Longtemps attribué à Bach, on sait maintenant que la cantate Meine Seele rühmt und preist! (Mon âme glorifie et loue la grâce de Dieu) est l’œuvre de Georg Melchior Hoffmann (1679-1715), compositeur qui dirige le Collegium Musicum de Leipzig de 1704 à 1714, quinze ans avant Bach. Le trio hautbois, flûte et violon, instaure le sentiment d’un bonheur simple, naturel, réel. Reinoud van Mechelen y contribue, particulièrement grâce à ses très belles notes soutenues, nourries et excellemment gérées. Le chant du récitatif est une tendre déclaration d’amour à Dieu. L’atmosphère d’un bonheur authentique se poursuit jusqu’au dernier air « Deine Güte, dein Erbarmen » (Ta bonté, ta miséricorde).

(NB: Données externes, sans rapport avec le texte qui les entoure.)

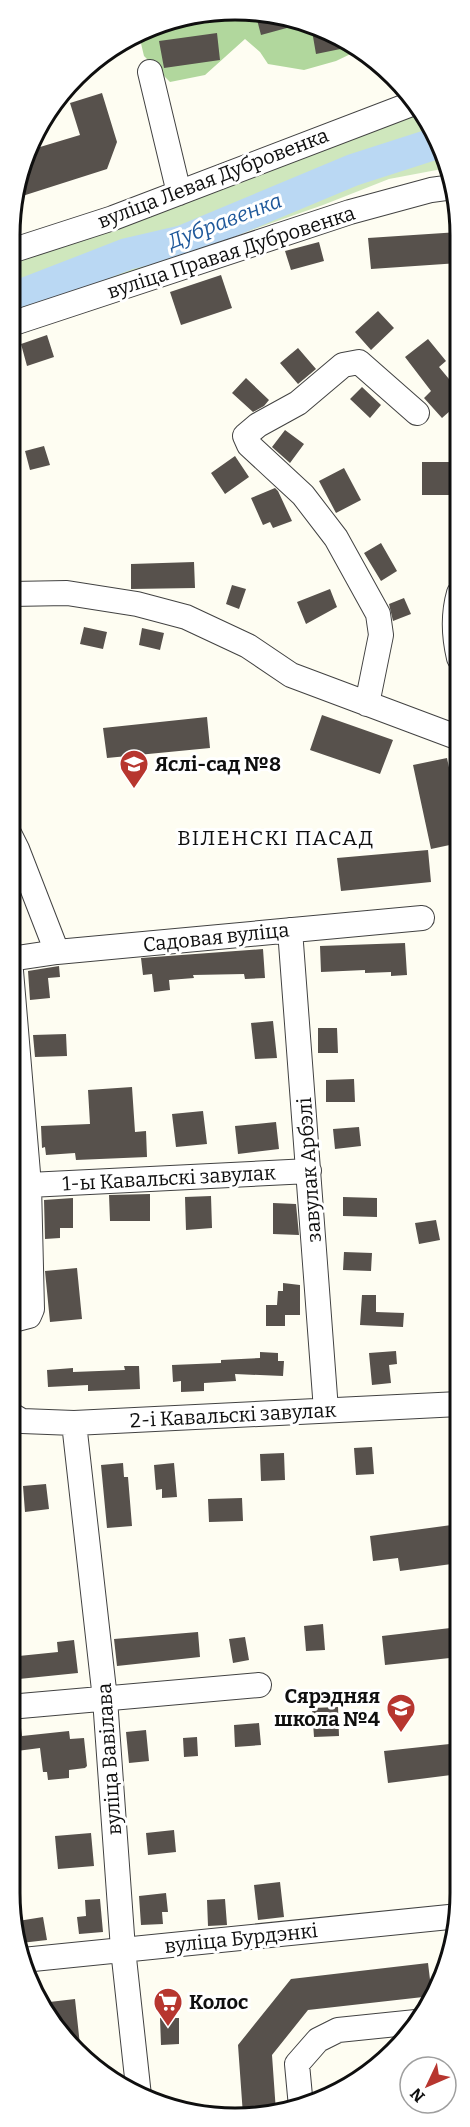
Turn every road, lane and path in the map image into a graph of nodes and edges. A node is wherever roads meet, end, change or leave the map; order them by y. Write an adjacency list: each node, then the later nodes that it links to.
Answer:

Les musiciens interprètent l’apaisant mais non moins vivant Adagio de l’Oratorio de Pâques, pour terminer la soirée avec la magnifique cantate « Ich habe genug » (Je suis comblé). L’introduction fait de nouveau entendre un superbe solo de flûte. Exceptionnellement, l’intonation du ténor n'est ici pas parfaite, tout comme sa justesse d’interprétation, semblant plus triste que comblé. Il lui manque ici dans la voix une lumière, comme le serait un sourire sur un visage mais, par la gestion du souffle des fins ornements, l’auditeur le lui pardonne volontiers. La prière du soir, ou plutôt d’adieu, « Schlummert ein, ihr matten Augen » (Endormez-vous, mes yeux si las), où le ténor chante sa fatigue du monde et son espérance du repos céleste, est certainement un avant-goût de cet Eden. C’est pourquoi, malgré les terribles paroles de l’air final « Ich freue mich auf meinen Tod » (Je me réjouis de ma mort), la cantate se termine avec une joyeuse tendresse.
Malgré les rappels chaleureux du public, A Nocte Temporis et Reinoud van Mechelen n’offrent qu’un seul bis : un très bel extrait du Trauer-Ode. Ce cadeau, volontaire ou non, est un avant-goût de la Passion selon Saint-Marc, pastiche de cette œuvre qui est représentée le lendemain au même endroit.